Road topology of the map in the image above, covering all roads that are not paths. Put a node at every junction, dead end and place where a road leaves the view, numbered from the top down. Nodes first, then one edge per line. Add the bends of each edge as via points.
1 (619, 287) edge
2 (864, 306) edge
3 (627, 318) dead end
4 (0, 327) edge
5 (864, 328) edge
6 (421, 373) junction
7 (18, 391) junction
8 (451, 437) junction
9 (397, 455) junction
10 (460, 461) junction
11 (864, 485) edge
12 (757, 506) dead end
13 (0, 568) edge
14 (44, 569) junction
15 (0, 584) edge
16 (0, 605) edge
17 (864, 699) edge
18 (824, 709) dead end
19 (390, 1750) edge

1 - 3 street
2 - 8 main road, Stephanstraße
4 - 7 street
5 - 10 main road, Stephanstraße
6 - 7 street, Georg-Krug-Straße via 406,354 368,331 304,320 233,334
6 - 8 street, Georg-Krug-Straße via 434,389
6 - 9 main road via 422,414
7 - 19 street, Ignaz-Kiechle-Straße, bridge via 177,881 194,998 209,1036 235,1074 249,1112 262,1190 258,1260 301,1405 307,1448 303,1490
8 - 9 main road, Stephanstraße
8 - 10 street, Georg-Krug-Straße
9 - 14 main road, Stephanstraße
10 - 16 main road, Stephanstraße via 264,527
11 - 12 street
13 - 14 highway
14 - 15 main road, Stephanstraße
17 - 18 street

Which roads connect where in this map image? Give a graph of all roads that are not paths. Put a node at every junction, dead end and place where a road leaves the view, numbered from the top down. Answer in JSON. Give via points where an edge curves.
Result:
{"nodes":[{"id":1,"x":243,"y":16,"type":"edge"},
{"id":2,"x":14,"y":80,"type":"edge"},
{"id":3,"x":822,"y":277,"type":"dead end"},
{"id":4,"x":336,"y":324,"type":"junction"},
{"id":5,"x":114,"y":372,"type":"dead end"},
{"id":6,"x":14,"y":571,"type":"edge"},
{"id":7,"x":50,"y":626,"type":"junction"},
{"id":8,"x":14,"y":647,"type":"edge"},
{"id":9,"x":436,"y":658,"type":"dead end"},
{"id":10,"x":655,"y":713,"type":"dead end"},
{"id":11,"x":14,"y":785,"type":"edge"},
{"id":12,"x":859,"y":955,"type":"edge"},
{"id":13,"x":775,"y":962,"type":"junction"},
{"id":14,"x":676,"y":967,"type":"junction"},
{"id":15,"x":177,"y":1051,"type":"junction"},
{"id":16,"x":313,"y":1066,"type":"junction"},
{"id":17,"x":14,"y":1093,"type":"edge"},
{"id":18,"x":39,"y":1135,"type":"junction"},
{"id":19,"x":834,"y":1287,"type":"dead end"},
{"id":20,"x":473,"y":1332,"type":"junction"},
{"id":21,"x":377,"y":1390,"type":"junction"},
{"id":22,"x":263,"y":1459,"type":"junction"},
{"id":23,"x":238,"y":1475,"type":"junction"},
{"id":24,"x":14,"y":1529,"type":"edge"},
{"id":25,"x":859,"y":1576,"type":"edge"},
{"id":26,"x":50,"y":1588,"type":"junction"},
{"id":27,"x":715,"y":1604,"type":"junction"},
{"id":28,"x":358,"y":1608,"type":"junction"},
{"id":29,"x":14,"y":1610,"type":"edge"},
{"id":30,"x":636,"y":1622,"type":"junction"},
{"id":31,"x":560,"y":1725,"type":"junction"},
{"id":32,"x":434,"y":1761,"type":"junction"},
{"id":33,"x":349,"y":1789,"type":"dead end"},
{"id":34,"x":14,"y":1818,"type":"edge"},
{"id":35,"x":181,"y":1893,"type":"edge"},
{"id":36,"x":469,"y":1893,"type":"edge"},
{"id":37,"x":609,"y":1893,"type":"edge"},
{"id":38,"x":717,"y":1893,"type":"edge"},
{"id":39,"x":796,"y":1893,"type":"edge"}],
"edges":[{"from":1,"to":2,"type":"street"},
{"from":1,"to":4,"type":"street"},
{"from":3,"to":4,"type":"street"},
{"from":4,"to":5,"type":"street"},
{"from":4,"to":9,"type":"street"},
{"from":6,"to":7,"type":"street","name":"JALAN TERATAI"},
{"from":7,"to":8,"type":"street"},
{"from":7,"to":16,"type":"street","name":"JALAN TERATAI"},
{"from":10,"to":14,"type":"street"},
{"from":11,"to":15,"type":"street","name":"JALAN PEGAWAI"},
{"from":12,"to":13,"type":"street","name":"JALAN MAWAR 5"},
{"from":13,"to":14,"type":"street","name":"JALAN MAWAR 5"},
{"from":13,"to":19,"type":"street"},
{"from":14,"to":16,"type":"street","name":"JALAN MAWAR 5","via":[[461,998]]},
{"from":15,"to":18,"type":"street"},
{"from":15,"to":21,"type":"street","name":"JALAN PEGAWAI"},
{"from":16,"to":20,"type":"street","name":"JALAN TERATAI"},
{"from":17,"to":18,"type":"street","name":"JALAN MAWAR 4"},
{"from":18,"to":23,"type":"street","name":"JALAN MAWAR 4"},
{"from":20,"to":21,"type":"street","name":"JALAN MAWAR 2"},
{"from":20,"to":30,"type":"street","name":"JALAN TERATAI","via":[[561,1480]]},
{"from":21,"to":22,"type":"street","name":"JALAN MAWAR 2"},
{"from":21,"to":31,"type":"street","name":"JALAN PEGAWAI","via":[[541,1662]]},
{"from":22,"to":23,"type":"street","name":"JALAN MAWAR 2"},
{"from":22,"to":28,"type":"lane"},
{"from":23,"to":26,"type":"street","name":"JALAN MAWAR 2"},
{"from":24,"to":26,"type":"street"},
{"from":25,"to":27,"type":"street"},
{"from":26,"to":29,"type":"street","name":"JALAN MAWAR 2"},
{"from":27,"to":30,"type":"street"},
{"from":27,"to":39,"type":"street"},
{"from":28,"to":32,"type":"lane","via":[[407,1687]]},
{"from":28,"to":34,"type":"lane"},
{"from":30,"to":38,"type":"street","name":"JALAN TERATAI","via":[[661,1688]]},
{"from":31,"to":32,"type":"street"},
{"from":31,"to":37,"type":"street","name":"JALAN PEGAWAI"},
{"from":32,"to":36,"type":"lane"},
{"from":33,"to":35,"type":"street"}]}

* Work order:
Your answer should consist of the lines of the listing that contain "dead", copied as they stand.

* Solved problem:
Road topology of the map in the image above, covering all roads that are not paths. Put a node at every junction, dead end and place where a road leaves the view, numbered from the top down. Nodes first, then one edge per line. Add the bends of each edge as via points.
3 (627, 318) dead end
12 (757, 506) dead end
18 (824, 709) dead end
Which roads connect where in this map image? Give a graph of all roads that are not paths. Put a node at every junction, dead end and place where a road leaves the view, numbered from the top down. Answer in JSON. Give via points where an edge curves.
{"id":3,"x":822,"y":277,"type":"dead end"},
{"id":5,"x":114,"y":372,"type":"dead end"},
{"id":9,"x":436,"y":658,"type":"dead end"},
{"id":10,"x":655,"y":713,"type":"dead end"},
{"id":19,"x":834,"y":1287,"type":"dead end"},
{"id":33,"x":349,"y":1789,"type":"dead end"},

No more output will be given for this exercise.